Activity: Determine how many lines in the entries contain the word "roads", and give that number with no other text.

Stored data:
*** Block opens ***

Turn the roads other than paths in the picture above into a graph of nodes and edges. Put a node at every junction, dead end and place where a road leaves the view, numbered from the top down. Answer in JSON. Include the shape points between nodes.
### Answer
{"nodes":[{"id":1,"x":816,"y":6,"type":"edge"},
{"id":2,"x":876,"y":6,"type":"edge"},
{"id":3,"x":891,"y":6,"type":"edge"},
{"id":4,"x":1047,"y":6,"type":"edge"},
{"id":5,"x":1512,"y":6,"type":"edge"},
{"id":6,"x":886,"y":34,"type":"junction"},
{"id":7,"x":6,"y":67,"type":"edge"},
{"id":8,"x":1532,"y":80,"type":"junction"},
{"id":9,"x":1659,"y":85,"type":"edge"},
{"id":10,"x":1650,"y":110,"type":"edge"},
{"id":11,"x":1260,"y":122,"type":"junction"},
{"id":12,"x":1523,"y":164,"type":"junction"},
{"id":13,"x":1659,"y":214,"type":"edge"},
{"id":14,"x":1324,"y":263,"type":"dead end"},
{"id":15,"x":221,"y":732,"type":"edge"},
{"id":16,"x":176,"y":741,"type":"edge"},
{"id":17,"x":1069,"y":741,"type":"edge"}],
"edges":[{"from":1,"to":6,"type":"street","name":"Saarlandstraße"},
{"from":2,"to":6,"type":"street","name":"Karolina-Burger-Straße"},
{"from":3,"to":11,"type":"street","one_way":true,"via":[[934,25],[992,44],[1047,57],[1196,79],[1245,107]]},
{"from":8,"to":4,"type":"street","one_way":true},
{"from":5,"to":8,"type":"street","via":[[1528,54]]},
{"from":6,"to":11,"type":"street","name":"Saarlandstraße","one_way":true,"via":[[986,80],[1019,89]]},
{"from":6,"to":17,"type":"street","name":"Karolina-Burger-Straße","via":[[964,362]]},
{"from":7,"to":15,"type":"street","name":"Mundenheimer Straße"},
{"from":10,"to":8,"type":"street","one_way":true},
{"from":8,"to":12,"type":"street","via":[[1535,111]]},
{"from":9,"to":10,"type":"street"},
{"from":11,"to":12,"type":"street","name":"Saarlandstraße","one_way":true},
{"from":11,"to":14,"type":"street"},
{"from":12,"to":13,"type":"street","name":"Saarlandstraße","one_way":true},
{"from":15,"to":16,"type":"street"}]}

*** Block closes ***
*** Block opens ***

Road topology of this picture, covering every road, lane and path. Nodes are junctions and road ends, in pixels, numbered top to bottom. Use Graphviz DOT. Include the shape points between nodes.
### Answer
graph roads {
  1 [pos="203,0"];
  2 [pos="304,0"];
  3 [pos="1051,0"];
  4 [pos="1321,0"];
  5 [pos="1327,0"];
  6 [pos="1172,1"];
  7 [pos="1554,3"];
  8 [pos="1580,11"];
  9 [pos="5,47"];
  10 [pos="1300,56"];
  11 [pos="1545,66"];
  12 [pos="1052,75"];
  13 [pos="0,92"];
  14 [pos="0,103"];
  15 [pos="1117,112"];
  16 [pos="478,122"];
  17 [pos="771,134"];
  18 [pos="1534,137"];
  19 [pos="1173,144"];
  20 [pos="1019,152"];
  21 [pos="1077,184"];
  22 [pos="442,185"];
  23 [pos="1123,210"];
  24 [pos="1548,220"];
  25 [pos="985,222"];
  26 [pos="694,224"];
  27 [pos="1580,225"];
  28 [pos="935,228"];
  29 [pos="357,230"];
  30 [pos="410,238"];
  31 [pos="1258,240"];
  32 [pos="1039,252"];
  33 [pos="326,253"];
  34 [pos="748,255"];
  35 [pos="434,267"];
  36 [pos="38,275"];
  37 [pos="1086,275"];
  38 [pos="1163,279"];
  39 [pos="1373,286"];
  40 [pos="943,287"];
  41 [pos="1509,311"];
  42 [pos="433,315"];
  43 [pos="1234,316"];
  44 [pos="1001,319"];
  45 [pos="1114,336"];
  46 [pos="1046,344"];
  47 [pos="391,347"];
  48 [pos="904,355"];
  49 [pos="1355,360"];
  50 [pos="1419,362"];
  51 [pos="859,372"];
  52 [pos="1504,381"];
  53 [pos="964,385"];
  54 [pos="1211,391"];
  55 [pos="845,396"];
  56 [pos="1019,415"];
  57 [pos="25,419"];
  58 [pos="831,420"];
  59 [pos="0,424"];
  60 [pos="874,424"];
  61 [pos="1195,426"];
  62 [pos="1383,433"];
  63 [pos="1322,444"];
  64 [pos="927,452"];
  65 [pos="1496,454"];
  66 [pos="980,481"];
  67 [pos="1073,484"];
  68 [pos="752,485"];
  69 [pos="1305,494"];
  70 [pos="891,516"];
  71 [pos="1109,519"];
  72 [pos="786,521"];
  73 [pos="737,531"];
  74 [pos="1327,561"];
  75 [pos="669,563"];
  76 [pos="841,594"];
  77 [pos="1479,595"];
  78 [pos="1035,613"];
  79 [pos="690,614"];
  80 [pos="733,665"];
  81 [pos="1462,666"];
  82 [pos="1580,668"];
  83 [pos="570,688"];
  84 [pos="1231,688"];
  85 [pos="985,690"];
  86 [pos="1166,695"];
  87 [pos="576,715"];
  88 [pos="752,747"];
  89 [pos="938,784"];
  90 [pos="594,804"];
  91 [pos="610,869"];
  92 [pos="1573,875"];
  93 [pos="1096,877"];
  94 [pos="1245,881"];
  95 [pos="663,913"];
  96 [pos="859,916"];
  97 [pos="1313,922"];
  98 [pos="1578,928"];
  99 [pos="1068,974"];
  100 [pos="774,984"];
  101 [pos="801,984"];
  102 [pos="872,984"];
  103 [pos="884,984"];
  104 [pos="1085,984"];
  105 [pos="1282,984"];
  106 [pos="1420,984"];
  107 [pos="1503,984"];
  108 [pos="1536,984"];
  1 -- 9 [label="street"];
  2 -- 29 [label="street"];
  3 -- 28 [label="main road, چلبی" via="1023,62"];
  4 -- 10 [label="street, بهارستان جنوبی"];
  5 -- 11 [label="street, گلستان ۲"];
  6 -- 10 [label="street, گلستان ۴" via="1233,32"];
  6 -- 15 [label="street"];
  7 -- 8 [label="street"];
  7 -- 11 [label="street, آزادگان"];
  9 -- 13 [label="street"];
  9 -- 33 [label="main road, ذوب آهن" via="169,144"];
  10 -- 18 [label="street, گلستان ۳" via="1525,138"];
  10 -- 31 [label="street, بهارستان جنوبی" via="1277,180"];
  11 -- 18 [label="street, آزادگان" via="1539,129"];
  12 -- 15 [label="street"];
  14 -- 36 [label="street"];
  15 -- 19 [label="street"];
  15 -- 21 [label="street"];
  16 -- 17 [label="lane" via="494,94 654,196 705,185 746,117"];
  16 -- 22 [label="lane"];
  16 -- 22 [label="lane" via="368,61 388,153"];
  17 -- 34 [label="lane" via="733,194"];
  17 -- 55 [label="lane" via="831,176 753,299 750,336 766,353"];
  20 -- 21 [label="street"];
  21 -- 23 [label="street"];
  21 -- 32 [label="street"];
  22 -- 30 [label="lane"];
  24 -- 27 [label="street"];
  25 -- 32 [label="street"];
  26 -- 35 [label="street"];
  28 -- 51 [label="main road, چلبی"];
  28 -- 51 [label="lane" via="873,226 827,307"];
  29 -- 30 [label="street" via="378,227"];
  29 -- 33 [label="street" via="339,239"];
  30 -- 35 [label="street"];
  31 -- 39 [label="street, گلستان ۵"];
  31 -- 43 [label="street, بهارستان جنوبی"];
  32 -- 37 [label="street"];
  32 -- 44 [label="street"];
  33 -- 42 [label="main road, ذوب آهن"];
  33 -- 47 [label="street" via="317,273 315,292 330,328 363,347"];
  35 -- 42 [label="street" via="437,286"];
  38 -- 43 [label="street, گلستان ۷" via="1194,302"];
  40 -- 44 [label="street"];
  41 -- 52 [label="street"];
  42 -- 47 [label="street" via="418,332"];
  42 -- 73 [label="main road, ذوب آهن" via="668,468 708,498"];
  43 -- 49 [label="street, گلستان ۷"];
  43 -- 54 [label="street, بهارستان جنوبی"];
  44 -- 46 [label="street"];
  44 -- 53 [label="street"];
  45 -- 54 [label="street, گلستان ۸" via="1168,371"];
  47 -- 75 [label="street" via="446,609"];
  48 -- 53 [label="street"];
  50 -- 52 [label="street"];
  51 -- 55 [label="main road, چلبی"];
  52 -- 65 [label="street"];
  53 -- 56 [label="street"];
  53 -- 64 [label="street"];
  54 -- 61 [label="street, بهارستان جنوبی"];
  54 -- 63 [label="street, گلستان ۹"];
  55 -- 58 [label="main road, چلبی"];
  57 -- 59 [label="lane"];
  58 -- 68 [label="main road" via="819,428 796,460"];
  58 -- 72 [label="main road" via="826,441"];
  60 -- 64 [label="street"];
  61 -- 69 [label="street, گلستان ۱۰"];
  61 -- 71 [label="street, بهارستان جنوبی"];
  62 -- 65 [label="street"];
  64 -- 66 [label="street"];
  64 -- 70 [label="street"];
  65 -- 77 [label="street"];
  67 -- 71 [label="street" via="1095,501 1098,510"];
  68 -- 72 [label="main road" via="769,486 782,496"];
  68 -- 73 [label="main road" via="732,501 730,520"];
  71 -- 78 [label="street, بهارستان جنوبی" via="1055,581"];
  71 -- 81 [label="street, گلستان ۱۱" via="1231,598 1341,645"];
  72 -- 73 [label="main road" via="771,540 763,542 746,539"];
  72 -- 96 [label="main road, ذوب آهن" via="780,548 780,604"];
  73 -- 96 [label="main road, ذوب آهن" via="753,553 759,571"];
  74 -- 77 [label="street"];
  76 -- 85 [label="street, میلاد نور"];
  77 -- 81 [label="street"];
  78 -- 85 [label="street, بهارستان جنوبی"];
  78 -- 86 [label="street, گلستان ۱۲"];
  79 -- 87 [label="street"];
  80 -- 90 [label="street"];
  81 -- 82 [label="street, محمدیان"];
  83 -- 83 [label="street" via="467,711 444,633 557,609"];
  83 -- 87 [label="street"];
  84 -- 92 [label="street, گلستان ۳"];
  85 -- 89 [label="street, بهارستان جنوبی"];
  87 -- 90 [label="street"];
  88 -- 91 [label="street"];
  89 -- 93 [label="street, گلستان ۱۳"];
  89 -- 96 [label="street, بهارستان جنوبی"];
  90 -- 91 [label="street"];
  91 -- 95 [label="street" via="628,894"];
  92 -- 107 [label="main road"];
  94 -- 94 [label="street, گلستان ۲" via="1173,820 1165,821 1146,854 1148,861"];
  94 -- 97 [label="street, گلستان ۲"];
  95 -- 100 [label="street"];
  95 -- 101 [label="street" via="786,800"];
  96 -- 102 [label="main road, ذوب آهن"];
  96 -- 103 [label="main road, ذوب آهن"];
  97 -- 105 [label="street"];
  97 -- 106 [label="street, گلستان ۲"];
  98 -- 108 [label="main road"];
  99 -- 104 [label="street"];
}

*** Block closes ***

Response: 2